Casualties and losses
- 12 killed 8 injured: Unknown

= Dounkoun ambush =

2021 ambush in Burkina Faso

On August 8, 2021, jihadists from Jama'at Nasr al-Islam wal-Muslimin ambushed Burkinabe forces in Dounkoun, Toeni Department, Burkina Faso, killing twelve soldiers.

== Background ==
Since 2015, north and northeastern Burkina Faso has been embroiled in an insurgency by the Mali-based Jama'at Nasr al-Islam wal-Muslimin, the Niger-based Islamic State in the Greater Sahara, and the homegrown Burkinabe Ansarul Islam. The area of Toeni Department in northwest Burkina Faso, where Dounkoun is located, is an hotspot of JNIM activity, with a bus bombing in the area killing fourteen civilians. Four days before the Dounkoun ambush, jihadists from the Islamic State in the Greater Sahara launched several coordinated attacks against civilians and soldiers in Oudalan Province.

== Ambush ==
At around 3pm, a convoy escorting Burkinabe soldiers and troops from the elite Rapid Action Group for Surveillance and Intervention (GARSI) were ambushed by JNIM fighters near the village of Dounkoun.
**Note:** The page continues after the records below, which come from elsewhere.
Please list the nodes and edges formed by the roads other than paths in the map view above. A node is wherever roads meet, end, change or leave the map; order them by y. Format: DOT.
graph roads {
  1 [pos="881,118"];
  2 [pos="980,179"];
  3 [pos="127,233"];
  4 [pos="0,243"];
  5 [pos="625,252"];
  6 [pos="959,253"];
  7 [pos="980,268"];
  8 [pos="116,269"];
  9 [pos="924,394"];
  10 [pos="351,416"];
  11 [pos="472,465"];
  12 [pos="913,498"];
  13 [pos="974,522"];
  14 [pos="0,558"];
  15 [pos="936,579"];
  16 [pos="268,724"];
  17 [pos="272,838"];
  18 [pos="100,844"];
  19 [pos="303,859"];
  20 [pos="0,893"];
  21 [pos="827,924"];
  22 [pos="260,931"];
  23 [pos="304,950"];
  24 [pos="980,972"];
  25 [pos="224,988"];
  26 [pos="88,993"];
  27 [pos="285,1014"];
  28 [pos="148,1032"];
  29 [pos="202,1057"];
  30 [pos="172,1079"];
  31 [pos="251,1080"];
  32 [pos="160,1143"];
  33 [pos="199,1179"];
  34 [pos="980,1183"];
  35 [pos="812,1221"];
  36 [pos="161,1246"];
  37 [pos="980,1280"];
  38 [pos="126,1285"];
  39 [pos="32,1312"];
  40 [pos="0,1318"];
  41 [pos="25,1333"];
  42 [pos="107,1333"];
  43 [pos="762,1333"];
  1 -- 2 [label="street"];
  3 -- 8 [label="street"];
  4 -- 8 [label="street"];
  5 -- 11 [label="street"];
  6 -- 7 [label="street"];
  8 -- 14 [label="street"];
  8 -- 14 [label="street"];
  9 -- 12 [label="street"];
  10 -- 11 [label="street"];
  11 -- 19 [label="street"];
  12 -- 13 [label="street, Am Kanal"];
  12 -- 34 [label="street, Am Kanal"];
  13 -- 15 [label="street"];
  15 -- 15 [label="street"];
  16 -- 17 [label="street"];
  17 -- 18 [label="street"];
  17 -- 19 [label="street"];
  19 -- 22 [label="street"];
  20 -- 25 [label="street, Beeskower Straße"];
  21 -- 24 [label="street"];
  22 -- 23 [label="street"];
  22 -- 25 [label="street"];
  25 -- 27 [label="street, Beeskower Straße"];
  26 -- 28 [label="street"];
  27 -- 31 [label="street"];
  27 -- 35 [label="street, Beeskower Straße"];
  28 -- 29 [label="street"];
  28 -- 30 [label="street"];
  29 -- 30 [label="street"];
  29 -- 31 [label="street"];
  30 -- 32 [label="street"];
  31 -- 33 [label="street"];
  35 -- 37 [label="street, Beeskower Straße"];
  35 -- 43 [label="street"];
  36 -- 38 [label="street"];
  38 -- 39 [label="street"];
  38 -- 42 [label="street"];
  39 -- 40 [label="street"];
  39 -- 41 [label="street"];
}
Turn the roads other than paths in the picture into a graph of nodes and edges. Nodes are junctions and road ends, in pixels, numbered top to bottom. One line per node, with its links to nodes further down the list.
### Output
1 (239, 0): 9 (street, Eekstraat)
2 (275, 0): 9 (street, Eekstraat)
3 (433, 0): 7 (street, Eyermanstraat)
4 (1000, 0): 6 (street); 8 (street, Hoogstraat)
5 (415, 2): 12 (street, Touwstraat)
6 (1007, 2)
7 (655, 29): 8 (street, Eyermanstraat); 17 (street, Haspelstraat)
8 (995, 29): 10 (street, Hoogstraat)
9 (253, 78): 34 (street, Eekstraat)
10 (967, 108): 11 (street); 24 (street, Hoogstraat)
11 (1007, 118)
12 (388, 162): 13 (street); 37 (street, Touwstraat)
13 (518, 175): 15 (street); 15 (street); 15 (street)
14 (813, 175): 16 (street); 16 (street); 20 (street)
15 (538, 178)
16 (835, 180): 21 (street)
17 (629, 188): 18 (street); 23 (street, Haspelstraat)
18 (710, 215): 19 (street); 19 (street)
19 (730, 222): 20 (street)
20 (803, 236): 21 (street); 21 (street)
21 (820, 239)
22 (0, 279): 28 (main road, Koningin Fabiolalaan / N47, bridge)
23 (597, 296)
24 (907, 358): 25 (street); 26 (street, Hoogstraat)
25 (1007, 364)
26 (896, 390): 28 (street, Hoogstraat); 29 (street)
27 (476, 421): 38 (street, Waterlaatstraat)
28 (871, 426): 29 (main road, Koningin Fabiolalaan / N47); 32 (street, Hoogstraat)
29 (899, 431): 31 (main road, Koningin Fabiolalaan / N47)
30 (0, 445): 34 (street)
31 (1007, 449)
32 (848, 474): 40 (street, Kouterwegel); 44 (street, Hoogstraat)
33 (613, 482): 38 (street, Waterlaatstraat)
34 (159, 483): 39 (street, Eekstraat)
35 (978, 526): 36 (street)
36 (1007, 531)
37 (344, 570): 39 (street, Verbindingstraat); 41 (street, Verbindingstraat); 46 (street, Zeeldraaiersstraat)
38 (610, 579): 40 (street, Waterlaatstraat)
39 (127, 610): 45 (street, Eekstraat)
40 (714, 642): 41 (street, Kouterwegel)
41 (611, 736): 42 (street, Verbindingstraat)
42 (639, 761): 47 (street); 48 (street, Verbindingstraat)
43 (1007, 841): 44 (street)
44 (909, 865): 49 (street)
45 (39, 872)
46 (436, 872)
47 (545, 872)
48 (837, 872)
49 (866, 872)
Several vehicles were destroyed and others were captured by JNIM. The ambush was in retaliation for the killing of JNIM commander Sidibe Ousmane and religious trainer Bande Amadou. Ousmane and Amadou had been killed the day prior by Burkinabe forces between Diamasso and Bouni in Kossi Province.

Twelve Burkinabe soldiers were killed in the ambush at Dounkoun and eight others were injured. Some soldiers were reported missing initially by the Burkinabe government, but they were found the next morning.